So why is this happening? Well… the loyalists’ voice on social media can be a tad shrill (and threatening) at times. Corbyn’s woes are down to right wing media bias; it’s the disloyalty of his parliamentary colleagues… and apparently it’s people like ME posting my personal analysis and opinions on my Facebook page. I love the last one because it implies that I’m not just some git mouthing off in the procrastinations between Holby City rewrites but I can ACTUALLY CHANGE THE WORLD!!!

The-cat-in-the-hands-of-pervy-Donald-Pleasance-in-You-Only-Live-Twice-1967

Mwah, ha, haaaaaaa!

It’s undoubtedly true that JC has had a hammering from the media, but then so did Iain Duncan Smith and Michael Howard to name but two from recent political history. It’s certainly true that many centre and right wing papers don’t like Corbyn’s left agenda, but actually the press’s biggest failing/tendency is not its right wing bias, but its pack mentality when it smells a loser. IDS was slaughtered in the press from all sides – because he was useless. With Corbyn, the press can sniff blood in the air, and they won’t stop until he’s torn limb from limb. They do it to celebrities, dodgy politicos of all colours. It’s about their power – and that’s objectionable – the left/right thing, though real, is oddly incidental. My guess is we’ll see more favourable press in the next few days simply because he’s been seen to win something. The press often follows more than it leads.

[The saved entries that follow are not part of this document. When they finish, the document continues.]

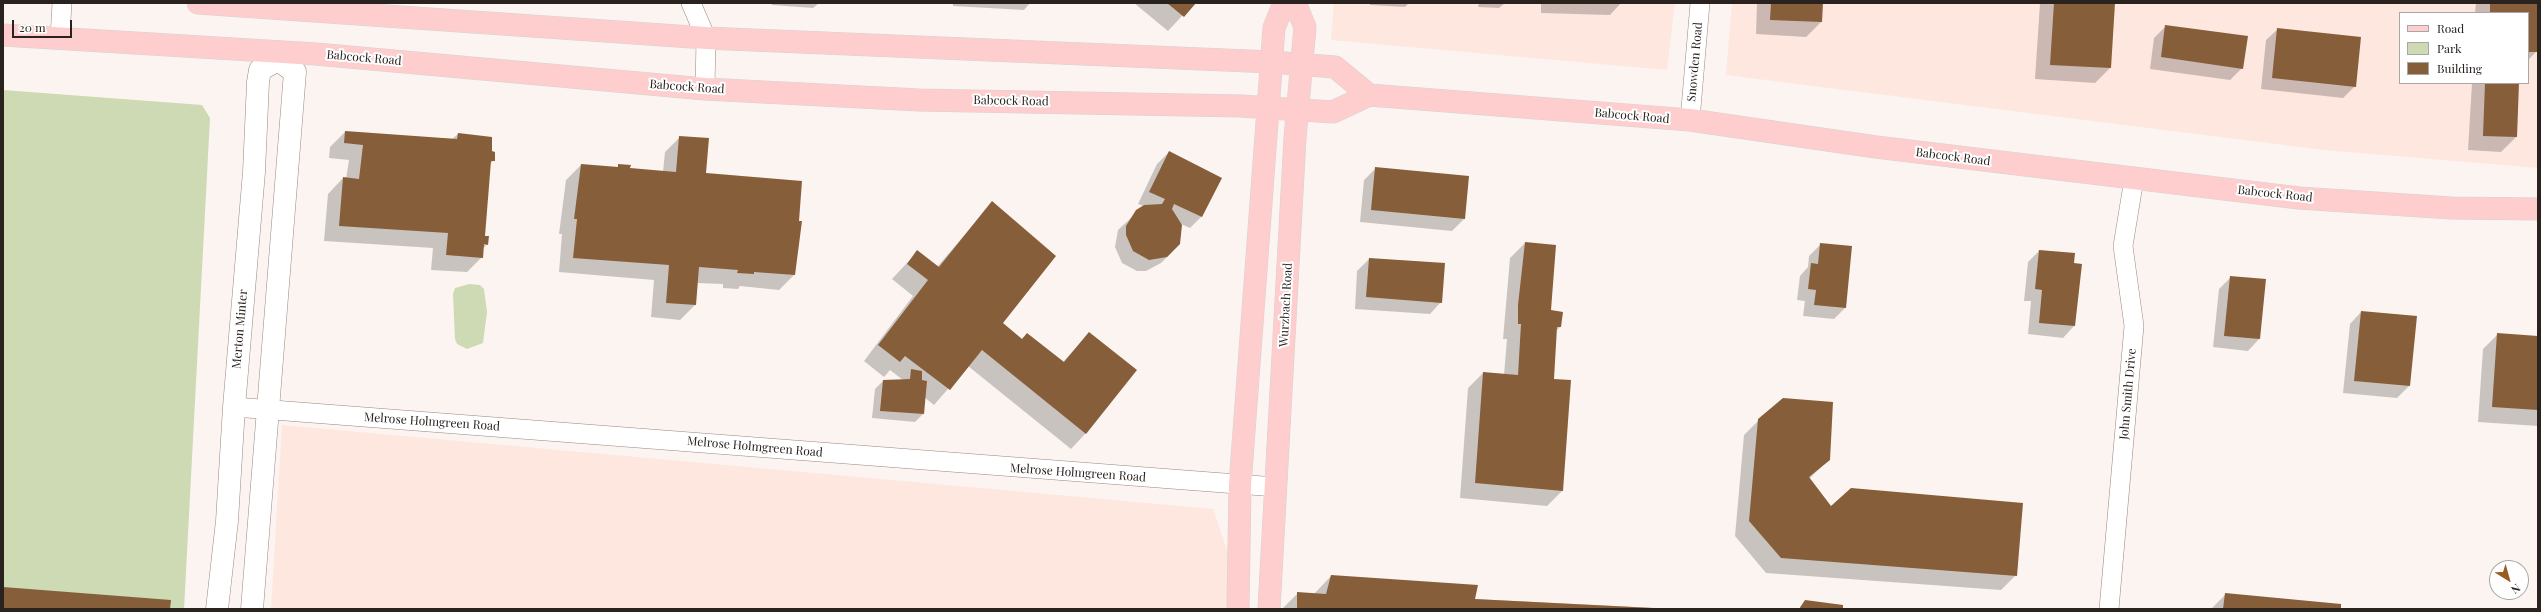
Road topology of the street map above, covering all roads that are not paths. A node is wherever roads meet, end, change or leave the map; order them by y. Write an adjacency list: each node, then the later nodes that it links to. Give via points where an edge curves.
1 (62, 3): 8 (street)
2 (198, 3): 9 (main road)
3 (691, 3): 9 (street)
4 (1284, 3): 11 (main road, via 1274,28)
5 (1295, 3): 12 (main road, Wurzbach Road, via 1305,27)
6 (1700, 3): 17 (street, Snowden Road)
7 (3, 35): 8 (main road, Babcock Road)
8 (60, 38): 10 (main road, Babcock Road)
9 (706, 38): 11 (main road); 13 (street)
10 (278, 56): 13 (main road, Babcock Road); 20 (street, Merton Minter, via 260,70 258,82 254,172); 21 (street, via 295,72)
11 (1272, 62): 12 (main road); 15 (main road)
12 (1303, 64): 14 (main road, via 1335,67); 16 (main road, Wurzbach Road)
13 (705, 89): 15 (main road, Babcock Road, via 919,100)
14 (1369, 95): 16 (main road, Babcock Road, via 1333,112); 17 (main road, Babcock Road)
15 (1269, 108): 16 (main road, Babcock Road); 22 (main road)
16 (1298, 110): 23 (main road, Wurzbach Road)
17 (1690, 120): 18 (main road, Babcock Road, via 1876,147)
18 (2134, 179): 19 (main road, Babcock Road, via 2299,198 2451,208); 28 (street, John Smith Drive, via 2123,246 2134,326)
19 (2538, 209)
20 (234, 407): 21 (street, Melrose Holmgreen Road); 24 (street, Merton Minter, via 227,521)
21 (267, 411): 22 (street, Melrose Holmgreen Road); 25 (street)
22 (1240, 485): 23 (street, Melrose Holmgreen Road); 26 (main road)
23 (1276, 487): 27 (main road, Wurzbach Road)
24 (217, 609)
25 (252, 609)
26 (1238, 609)
27 (1269, 609)
28 (2109, 609)

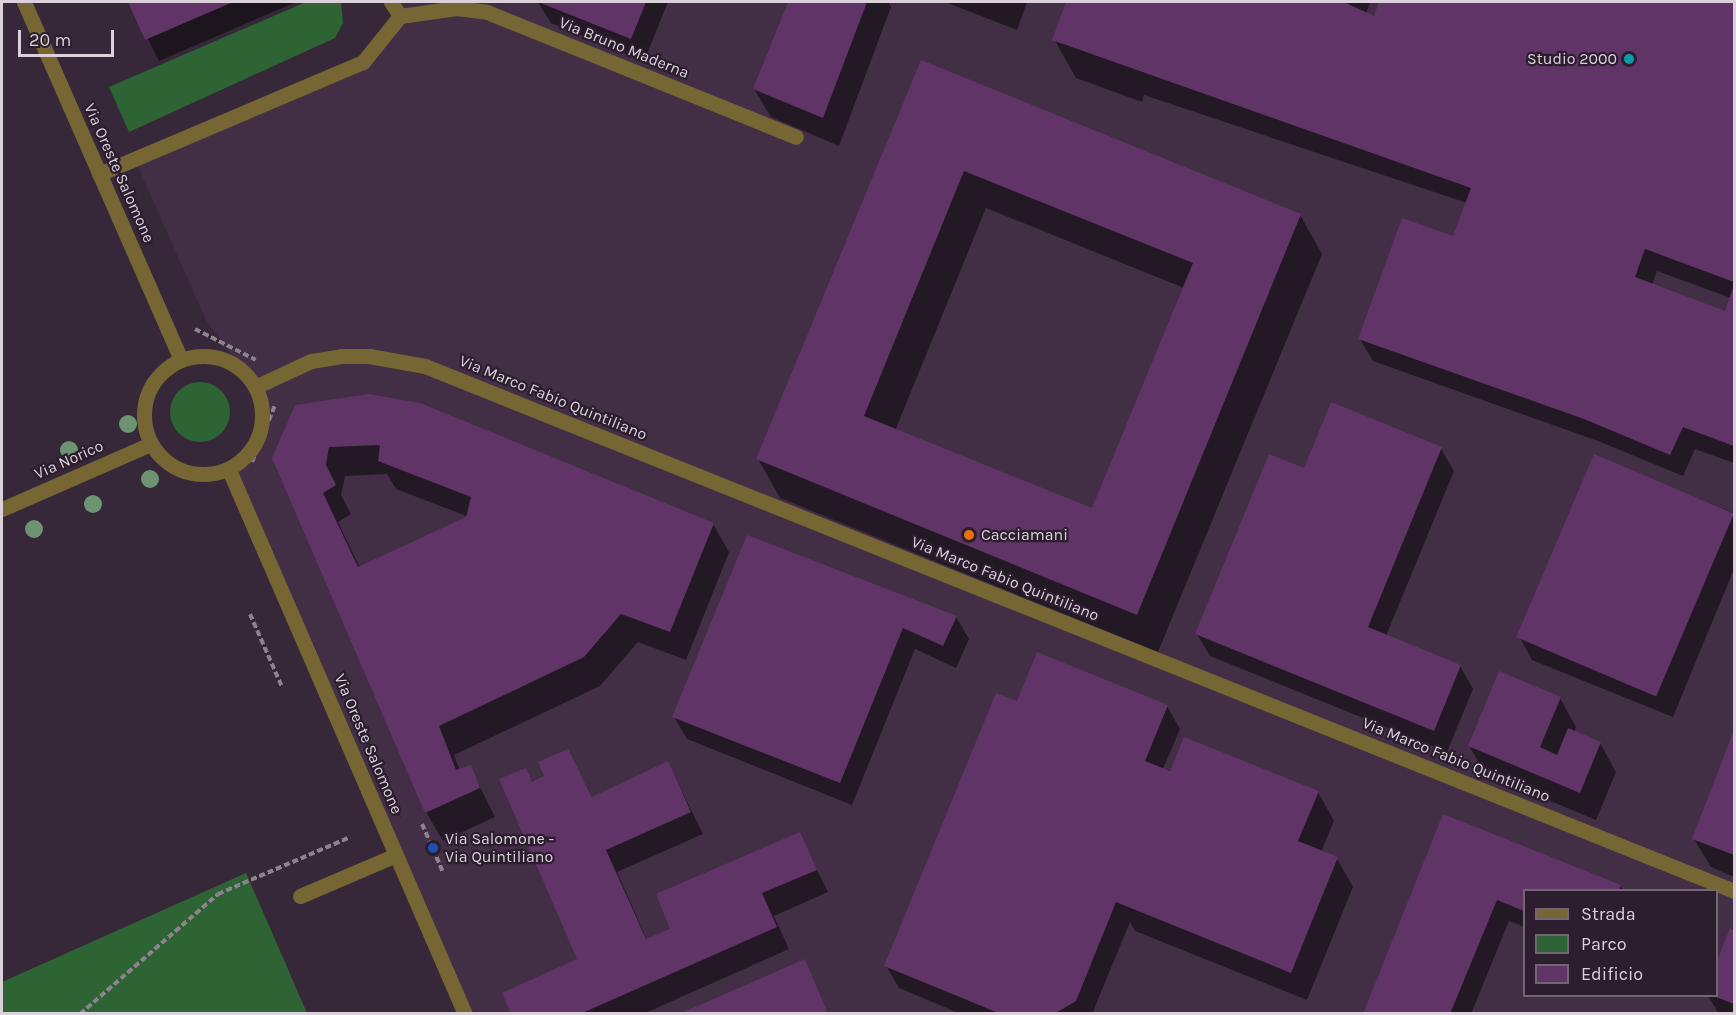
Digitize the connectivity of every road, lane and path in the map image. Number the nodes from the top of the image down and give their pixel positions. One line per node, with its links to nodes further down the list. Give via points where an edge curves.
1 (24, 2): 5 (street, Via Oreste Salomone)
2 (391, 2): 3 (street)
3 (400, 16): 4 (street, Via Bruno Maderna, via 456,8 487,12); 5 (street, via 363,62)
4 (796, 137)
5 (99, 174): 7 (street, Via Oreste Salomone)
6 (193, 324): 8 (path, via 196,331 255,357)
7 (181, 360): 8 (street, via 216,358 233,364); 9 (street, via 164,370 151,386 144,405 144,425)
8 (261, 384): 10 (street, via 260,426 254,443); 11 (path, via 276,401 252,463); 19 (street, Via Marco Fabio Quintiliano, via 311,361 342,356 394,359 425,366)
9 (151, 444): 10 (street, via 176,468 194,474); 12 (street, Via Norico)
10 (229, 470): 17 (street, Via Oreste Salomone)
11 (256, 471)
12 (2, 509)
13 (250, 614): 14 (path)
14 (282, 687)
15 (422, 824): 18 (path)
16 (348, 838): 21 (path, via 218,894)
17 (396, 855): 20 (street); 22 (street, Via Oreste Salomone)
18 (443, 872)
19 (1734, 891)
20 (300, 896)
21 (80, 1014)
22 (465, 1014)

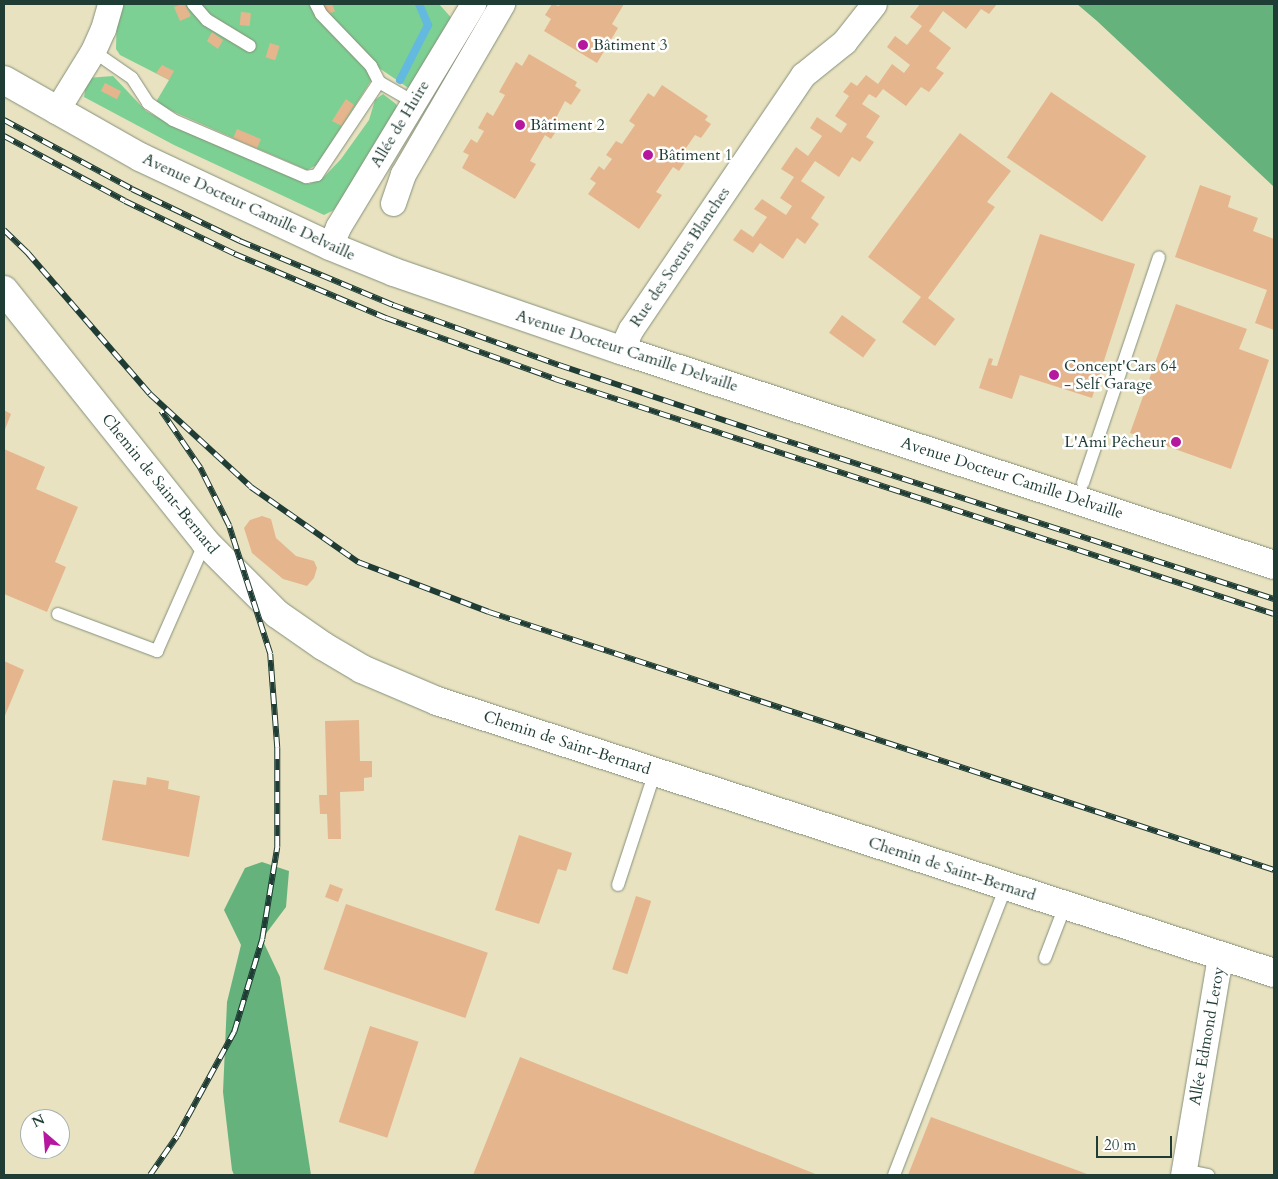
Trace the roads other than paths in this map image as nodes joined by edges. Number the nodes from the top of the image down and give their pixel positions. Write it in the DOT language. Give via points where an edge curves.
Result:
graph roads {
  1 [pos="110,4"];
  2 [pos="193,4"];
  3 [pos="316,4"];
  4 [pos="473,4"];
  5 [pos="502,4"];
  6 [pos="874,4"];
  7 [pos="250,46"];
  8 [pos="93,52"];
  9 [pos="4,80"];
  10 [pos="379,82"];
  11 [pos="413,102"];
  12 [pos="56,112"];
  13 [pos="393,203"];
  14 [pos="330,246"];
  15 [pos="1159,257"];
  16 [pos="4,290"];
  17 [pos="621,350"];
  18 [pos="1083,483"];
  19 [pos="205,542"];
  20 [pos="1274,565"];
  21 [pos="58,614"];
  22 [pos="655,772"];
  23 [pos="618,885"];
  24 [pos="1006,886"];
  25 [pos="1065,906"];
  26 [pos="1220,956"];
  27 [pos="1046,958"];
  28 [pos="1274,973"];
  29 [pos="1192,1174"];
  30 [pos="894,1175"];
  1 -- 8 [label="street"];
  2 -- 7 [label="lane" via="207,20"];
  3 -- 10 [label="lane" via="321,14 371,66"];
  4 -- 11 [label="street, Allée de Huire"];
  5 -- 13 [label="street" via="403,174"];
  6 -- 17 [label="street, Rue des Soeurs Blanches" via="844,42 803,75 631,329"];
  8 -- 10 [label="lane" via="132,78 148,103 173,120 306,177 317,175"];
  8 -- 12 [label="street"];
  9 -- 12 [label="main road, Avenue Docteur Camille Delvaille"];
  10 -- 11 [label="lane"];
  11 -- 14 [label="street, Allée de Huire" via="338,227"];
  12 -- 14 [label="main road, Avenue Docteur Camille Delvaille" via="140,156"];
  14 -- 17 [label="main road, Avenue Docteur Camille Delvaille" via="394,272"];
  15 -- 18 [label="lane"];
  16 -- 19 [label="main road, Chemin de Saint-Bernard"];
  17 -- 20 [label="main road, Avenue Docteur Camille Delvaille"];
  19 -- 21 [label="lane" via="157,651"];
  19 -- 22 [label="main road, Chemin de Saint-Bernard" via="277,614 322,646 362,668 437,701"];
  22 -- 23 [label="lane"];
  22 -- 24 [label="main road, Chemin de Saint-Bernard"];
  24 -- 25 [label="main road, Chemin de Saint-Bernard"];
  24 -- 30 [label="lane"];
  25 -- 26 [label="main road, Chemin de Saint-Bernard"];
  25 -- 27 [label="lane"];
  26 -- 28 [label="main road, Chemin de Saint-Bernard"];
  26 -- 29 [label="street, Allée Edmond Leroy"];
}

It’s not nice – but who said politics was nice. It shouldn’t be nice! Putting yourself forward to be Prime Minister is about asking the the country to trust you with the greatest responsibility there is. Life, death, war, peace, health, terorrism, the economy. You’ll be in the bear pit of world politics with Merkel, Putin, the next president of the United States, the morass of volatile middle eastern politics, not to mention domestic issues.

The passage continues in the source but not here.